Do you know what annoys the absolute shit out of me about the whole rape prevention ideology? It's that it treats us as though we are stupid, as though we need to be told this again and again. And the biggest load of crap about it all is that it is designed to make us afraid and not trusting of those around us. It expects us to live in a perpetual state of fear. And then we are abused for being in a state of fear, because of the #whataboutmen brigade. And worse still, it leads to the expectation that if you follow those steps, you won't be raped. Rape prevention ideology fails to address the fact that women are more likely to be raped by men we know.
At the end of the day, you cannot tell women to not be afraid of men, and then demand they prevent their own rapes by living in such a way as to suspect anyone of being a potential rapist. I've been there. And what was I told? 'Well, you are wealthy, why didn't you take better steps for security around your home and get guard dogs and security guards, if you really didn't want to be raped'.. And then the 'why didn't sleep with your phone?'.. I mean honestly, this is what I am told I should have done.
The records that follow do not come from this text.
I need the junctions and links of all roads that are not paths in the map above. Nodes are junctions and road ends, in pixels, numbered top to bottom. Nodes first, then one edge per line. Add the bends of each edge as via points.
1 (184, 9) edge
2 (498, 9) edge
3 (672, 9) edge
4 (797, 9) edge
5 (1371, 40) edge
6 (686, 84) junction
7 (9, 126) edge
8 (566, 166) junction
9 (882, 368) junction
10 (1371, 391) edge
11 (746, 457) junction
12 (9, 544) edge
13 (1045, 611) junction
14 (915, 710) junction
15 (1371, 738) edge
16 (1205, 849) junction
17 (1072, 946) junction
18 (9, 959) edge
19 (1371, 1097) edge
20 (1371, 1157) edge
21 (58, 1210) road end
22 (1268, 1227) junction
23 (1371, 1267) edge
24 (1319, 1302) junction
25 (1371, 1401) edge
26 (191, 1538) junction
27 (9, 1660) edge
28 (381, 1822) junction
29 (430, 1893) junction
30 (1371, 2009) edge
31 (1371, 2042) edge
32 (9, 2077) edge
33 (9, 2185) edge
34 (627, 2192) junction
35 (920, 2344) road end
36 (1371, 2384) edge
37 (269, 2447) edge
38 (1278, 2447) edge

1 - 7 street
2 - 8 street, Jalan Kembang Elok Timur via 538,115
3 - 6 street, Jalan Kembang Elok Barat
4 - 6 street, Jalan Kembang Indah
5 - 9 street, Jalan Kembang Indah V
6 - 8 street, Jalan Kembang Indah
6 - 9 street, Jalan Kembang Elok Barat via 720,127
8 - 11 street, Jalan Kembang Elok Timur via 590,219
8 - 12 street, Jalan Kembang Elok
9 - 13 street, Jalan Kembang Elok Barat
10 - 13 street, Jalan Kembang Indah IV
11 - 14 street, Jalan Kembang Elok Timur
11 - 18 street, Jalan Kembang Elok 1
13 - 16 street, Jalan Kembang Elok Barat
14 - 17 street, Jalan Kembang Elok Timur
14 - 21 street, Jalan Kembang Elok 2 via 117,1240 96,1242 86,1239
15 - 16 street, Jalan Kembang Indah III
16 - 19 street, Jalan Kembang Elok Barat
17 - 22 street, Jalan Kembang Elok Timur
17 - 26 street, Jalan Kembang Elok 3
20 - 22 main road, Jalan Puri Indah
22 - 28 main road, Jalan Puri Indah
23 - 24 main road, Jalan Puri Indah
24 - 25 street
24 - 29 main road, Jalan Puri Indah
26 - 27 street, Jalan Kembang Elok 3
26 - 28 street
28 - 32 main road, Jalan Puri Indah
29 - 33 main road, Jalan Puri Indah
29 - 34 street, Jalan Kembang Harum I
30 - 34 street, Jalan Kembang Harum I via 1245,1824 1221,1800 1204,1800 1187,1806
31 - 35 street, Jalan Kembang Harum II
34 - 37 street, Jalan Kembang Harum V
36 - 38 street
Who in the hell does that? Do you have guard dogs roaming your property while you sleep because a male relative might break into your home and rape you? This is the extent the insanity goes to.
Imagine now, a woman who has a boyfriend, going to sleep with her phone on her as a measure of rape prevention and her boyfriend asks her what's the phone for. Does she tell him? 'Well, I could be raped in my bed, so this is my security..'?
Rape prevention feeds rape culture. Why? Because it always places the onus on the woman to not be raped. Sure, there may be platitudes about how it is not her fault. But it says that, and then sets the expectation that she must prevent being raped. That she has to take the precautions. There is no rape prevention aimed at potential rapists. It sets to curb the behaviour of women, but never of men.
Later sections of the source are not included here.